Del partido aconfesional
Expresión también del Estado, es deseable que los partidos no adscriban a una determinada y exclusiva confesión religiosa, o dependan de alguna organización o entidad que la representen. Es de suponer que el poder implica un ejercicio para toda la ciudadanía, sin excepción.
Otro asunto es el de que sus miembros profesen una específica creencia y, aunque sus actividades no la deban confundir con los pronunciamientos, las iniciativas y eventos oficiales, el partido ha de fundarse en los fines y propósitos constitucionalmente afianzados. Puede ocurrir, y ocurre, que el dirigente apele a sus convicciones más íntimas para explicarse en la organización, añadidos los gestos y las oraciones compartidas con el resto de los afiliados, pero siempre en el entendido de que forma parte del ámbito personal.
Además, si la creencia invocada coincide y explica esos fines y propósitos, mejor: sería absurdo que los contradigan.

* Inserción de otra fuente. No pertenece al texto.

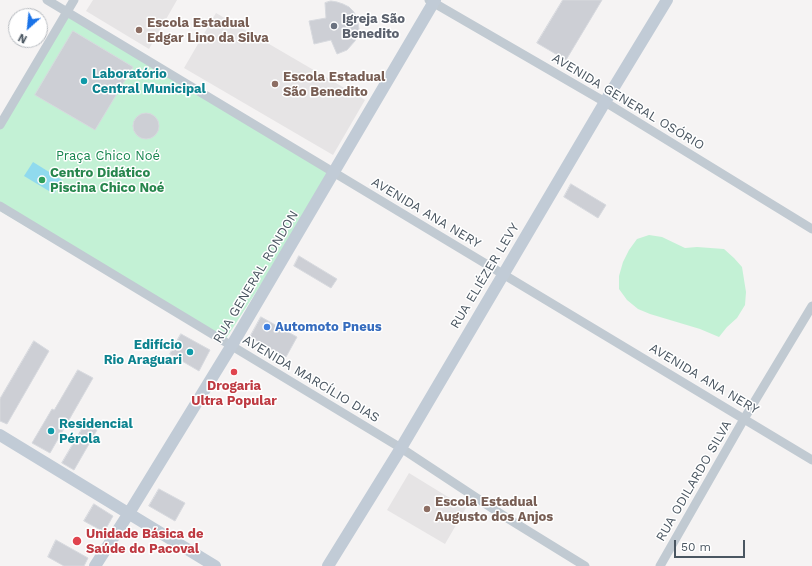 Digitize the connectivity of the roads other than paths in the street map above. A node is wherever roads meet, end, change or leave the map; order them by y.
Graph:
1 (47, 0) edge
2 (74, 0) edge
3 (667, 0) edge
4 (433, 1) edge
5 (67, 12) junction
6 (605, 102) junction
7 (0, 125) edge
8 (334, 172) junction
9 (0, 206) edge
10 (812, 229) edge
11 (502, 274) junction
12 (812, 306) edge
13 (232, 345) junction
14 (744, 419) junction
15 (0, 435) edge
16 (401, 448) junction
17 (812, 460) edge
18 (129, 513) junction
19 (95, 566) edge
20 (215, 566) edge
21 (328, 566) edge
22 (586, 566) edge
23 (660, 566) edge

1 - 5 street, AVENIDA ANA NERY
2 - 5 street
3 - 6 main road, RUA ELIÉZER LEVY
4 - 6 street, AVENIDA GENERAL OSÓRIO
4 - 8 main road, RUA GENERAL RONDON
5 - 7 street
5 - 8 street, AVENIDA ANA NERY
6 - 10 street, AVENIDA GENERAL OSÓRIO
6 - 11 main road, RUA ELIÉZER LEVY
8 - 11 street, AVENIDA ANA NERY
8 - 13 main road, RUA GENERAL RONDON
9 - 13 street, AVENIDA MARCÍLIO DIAS
11 - 14 street, AVENIDA ANA NERY
11 - 16 main road, RUA ELIÉZER LEVY
12 - 14 street, RUA ODILARDO SILVA
13 - 16 street, AVENIDA MARCÍLIO DIAS
13 - 18 main road, RUA GENERAL RONDON
14 - 17 street, AVENIDA ANA NERY
14 - 23 street, RUA ODILARDO SILVA
15 - 18 main road
16 - 21 main road, RUA ELIÉZER LEVY
16 - 22 street, AVENIDA MARCÍLIO DIAS
18 - 19 main road, RUA GENERAL RONDON
18 - 20 main road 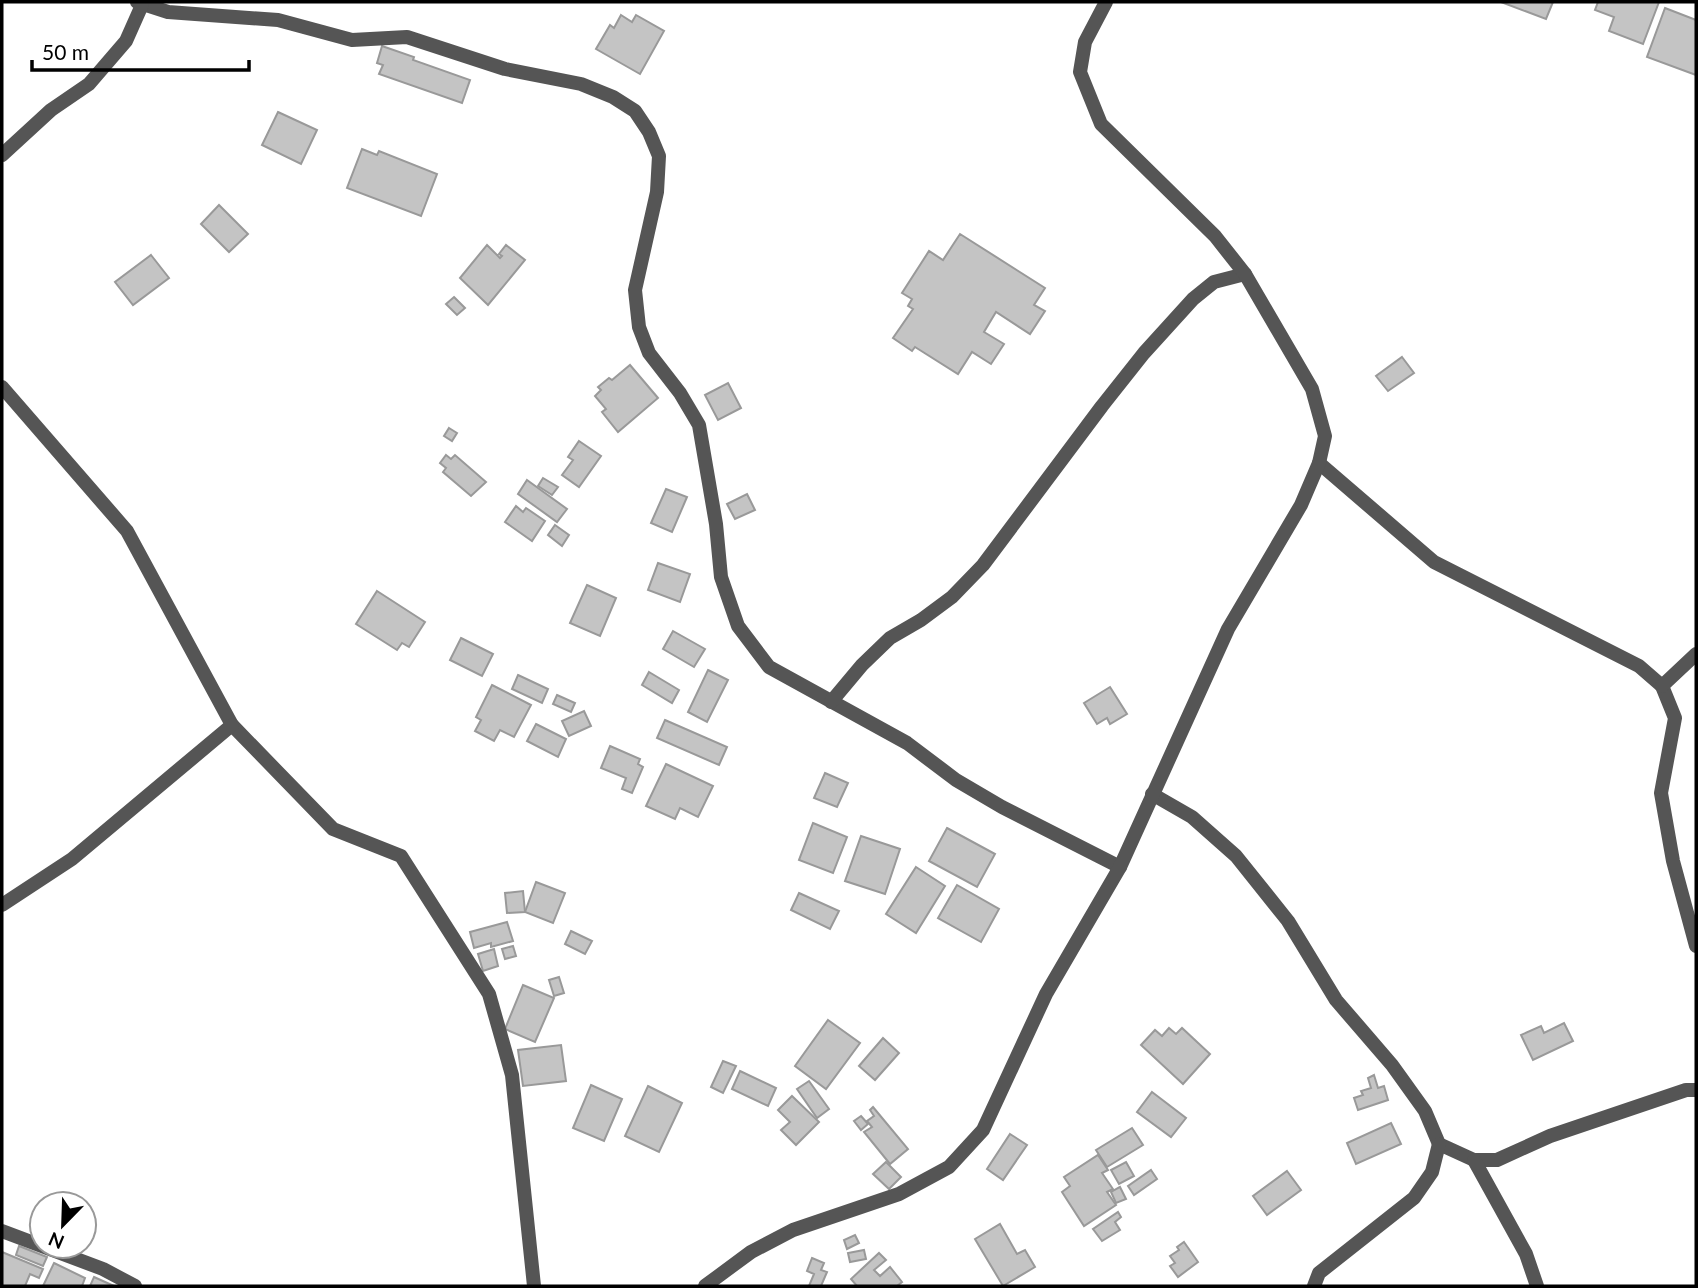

Es un aporte a la vida espiritual y cultural del partido, asumido desde su propia naturaleza.
En América Latina, hubo partidos de una profunda inspiración católica que correctamente proclamaron su aconfesionalidad, e – incluso – contaron con militantes de una particular creencia judía e islámica moderada, o simplemente ateos. A pesar de los interesados estereotipos, no fueron expresión de las jerarquías eclesiásticas y, varias las veces, incurrieron en fuertes contradicciones.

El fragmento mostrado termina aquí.